Let $|a|,|b|,|q|<1$ and $$A(a,b;q)=\sum_{n\ge1}\frac{(aq)^n}{1-bq^n}.$$ One can show that $$A(a,b;q)=\sum_{n\ge1}\phi_n(a,b)q^n,$$ where $$\phi_n(a,b)=\sum_{d|n}a^db^{n/d-1}.$$ Preforming the index shift $j=n/d$, we can write $$\phi_n(a,b)=\sum_{j|n}a^{n/j}b^{j-1}=\frac{a}{b}\phi_n(b,a).$$ Thus $$A(a,b;q)=\frac{a}{b}A(b,a;q).\tag1$$ Then let $$B(a,b;q)=\sum_{n\ge1}\frac{(aq)^n}{(1-bq^n)^2},$$ and we can see that $$B(a,b;q)=\frac{\partial}{\partial b}A(a/q,b;q).$$ Then let $\sigma_n(a,b)=[q^n]B(a,b;q)$.
Do these coefficients satisfy a similar symmetry under $(a,b)\mapsto (b,a)$ that $\phi_n$ does?
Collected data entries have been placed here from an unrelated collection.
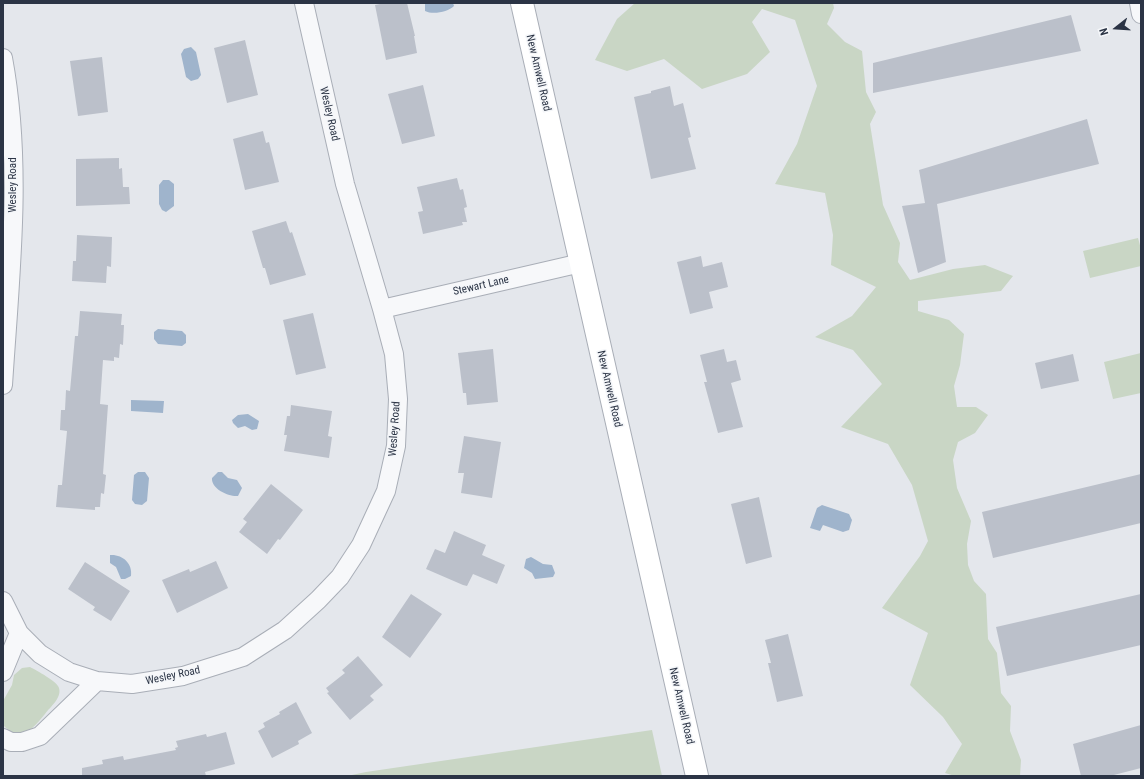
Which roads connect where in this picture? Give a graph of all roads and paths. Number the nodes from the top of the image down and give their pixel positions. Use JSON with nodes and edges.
{"nodes":[{"id":1,"x":304,"y":3,"type":"edge"},
{"id":2,"x":522,"y":3,"type":"edge"},
{"id":3,"x":1139,"y":3,"type":"edge"},
{"id":4,"x":1141,"y":14,"type":"edge"},
{"id":5,"x":3,"y":58,"type":"edge"},
{"id":6,"x":581,"y":263,"type":"junction"},
{"id":7,"x":382,"y":310,"type":"junction"},
{"id":8,"x":3,"y":385,"type":"edge"},
{"id":9,"x":3,"y":601,"type":"edge"},
{"id":10,"x":19,"y":633,"type":"junction"},
{"id":11,"x":3,"y":672,"type":"edge"},
{"id":12,"x":97,"y":681,"type":"junction"},
{"id":13,"x":3,"y":738,"type":"edge"},
{"id":14,"x":697,"y":776,"type":"edge"}],
"edges":[{"from":1,"to":7,"type":"street","name":"Wesley Road"},
{"from":2,"to":6,"type":"street","name":"New Amwell Road"},
{"from":3,"to":4,"type":"street"},
{"from":5,"to":8,"type":"street","name":"Wesley Road"},
{"from":6,"to":7,"type":"street","name":"Stewart Lane"},
{"from":6,"to":14,"type":"street","name":"New Amwell Road"},
{"from":7,"to":12,"type":"street","name":"Wesley Road"},
{"from":9,"to":10,"type":"street","name":"Wesley Road"},
{"from":10,"to":11,"type":"street"},
{"from":10,"to":12,"type":"street","name":"Wesley Road"},
{"from":12,"to":13,"type":"street"}]}
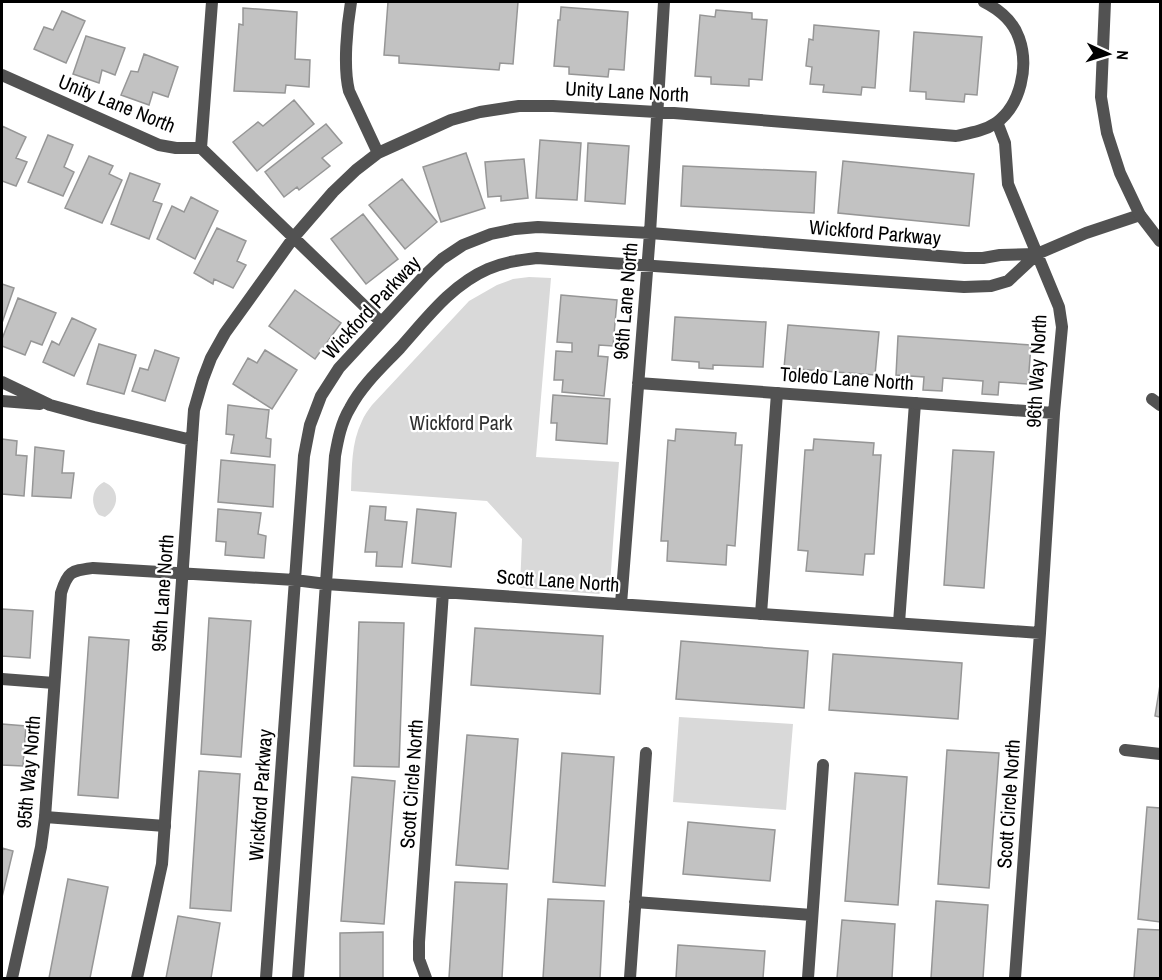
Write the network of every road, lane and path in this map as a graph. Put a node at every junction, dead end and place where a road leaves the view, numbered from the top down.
1 (212, 2) edge
2 (351, 2) edge
3 (664, 2) edge
4 (984, 2) edge
5 (1106, 2) edge
6 (2, 75) edge
7 (658, 112) junction
8 (997, 122) junction
9 (201, 148) junction
10 (378, 153) junction
11 (1140, 215) junction
12 (650, 233) junction
13 (294, 237) junction
14 (1161, 241) edge
15 (1037, 254) junction
16 (646, 266) junction
17 (381, 322) junction
18 (2, 382) edge
19 (638, 383) junction
20 (777, 393) junction
21 (2, 401) edge
22 (915, 403) junction
23 (50, 405) junction
24 (1054, 413) junction
25 (192, 440) junction
26 (74, 570) joint
27 (183, 574) junction
28 (295, 580) junction
29 (326, 584) junction
30 (443, 592) junction
31 (621, 604) junction
32 (761, 614) junction
33 (899, 623) junction
34 (1040, 633) junction
35 (2, 679) edge
36 (54, 683) junction
37 (1125, 750) dead end
38 (646, 753) dead end
39 (1161, 754) edge
40 (823, 765) dead end
41 (45, 817) junction
42 (165, 826) junction
43 (635, 902) junction
44 (812, 915) junction
45 (12, 978) edge
46 (137, 978) edge
47 (266, 978) edge
48 (298, 978) edge
49 (426, 978) edge
50 (630, 978) edge
51 (808, 978) edge
52 (1015, 978) edge

1 - 9 street
2 - 10 street
3 - 7 street, 96th Lane North
4 - 8 street
5 - 11 street
6 - 9 street, Unity Lane North
7 - 8 street, Unity Lane North
7 - 10 street, Unity Lane North
7 - 12 street, 96th Lane North
8 - 15 street, 96th Way North
9 - 13 street
10 - 13 street, Unity Lane North
11 - 14 street
11 - 15 street, Wickford Parkway
12 - 15 street, Wickford Parkway
12 - 16 street, 96th Lane North
12 - 17 street, Wickford Parkway
13 - 17 street
13 - 25 street, 95th Lane North
15 - 16 street, Wickford Parkway
15 - 24 street, 96th Way North
16 - 19 street, 96th Lane North
16 - 29 street, Wickford Parkway
17 - 28 street, Wickford Parkway
18 - 23 street
19 - 20 street, Toledo Lane North
19 - 31 street, 96th Lane North
20 - 22 street, Toledo Lane North
20 - 32 street
21 - 23 street
22 - 24 street, Toledo Lane North
22 - 33 street
23 - 25 street
24 - 34 street, 96th Way North
25 - 27 street, 95th Lane North
26 - 27 street, Scott Lane North
26 - 36 street, 95th Way North
27 - 28 street, Scott Lane North
27 - 42 street, 95th Lane North
28 - 29 street, Scott Lane North
28 - 47 street, Wickford Parkway
29 - 30 street, Scott Lane North
29 - 48 street, Wickford Parkway
30 - 31 street, Scott Lane North
30 - 49 street, Scott Circle North
31 - 32 street, Scott Lane North
32 - 33 street, Scott Lane North
33 - 34 street, Scott Lane North
34 - 52 street, Scott Circle North
35 - 36 street
36 - 41 street, 95th Way North
37 - 39 street
38 - 43 street
40 - 44 street
41 - 42 street
41 - 45 street, 95th Way North
42 - 46 street, 95th Lane North
43 - 44 street
43 - 50 street
44 - 51 street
In other words, is there a 'nice' relationship between $B(a,b;q)$ and $B(b,a;q)$?
My attempts are below.
I tried setting $M(a,b;q)=A(a/q,b;q)$, and I noticed that $$\begin{align} M(a,b;q)&=\frac{a}{bq}A(b,a/q;q)\\ &=a\sum_{n\ge1}\frac{(bq)^{n-1}}{1-aq^{n-1}}\\ &=\frac{a}{1-a}+a\sum_{n\ge1}\frac{(bq)^{n}}{1-aq^{n}}\\ &=\frac{a}{1-a}+bA(a,b;q). \end{align}$$ Thus $$\begin{align} B(a,b;q)&=\partial_b bA(a,b;q)\\ &=A(a,b;q)+b\partial_b A(a,b;q)\\ &=\sum_{n\ge1}q^n\phi_n(a,b)+\sum_{n\ge1}q^nb\partial_b \phi_n(a,b)\\ &=\sum_{n\ge1}q^n\left\{\sum_{d|n}a^db^{n/d-1}+b\sum_{d|n}\left(\tfrac{n}{d}-1\right)a^db^{n/d-2}\right\}\\ &=\sum_{n\ge1}q^n\sum_{d|n}\tfrac{n}{d}a^db^{n/d-1}. \end{align}$$ Thus $$\sigma_n(a,b)=\sum_{d|n}\tfrac{n}{d}a^db^{n/d-1},$$ which we can write as $$\sigma_n(a,b)=\frac{a}{b}\sum_{d|n}db^da^{n/d-1},$$ which looks a lot like $\frac{a}{b}\sigma_n(b,a)$, but this is not so.
At this point I am at a loss for a formula that relates $\sigma_n(a,b)$ and $\sigma_n(b,a)$, so could I have some help? Thanks!
Edit: I took the liberty of posting this question on Math Overflow here.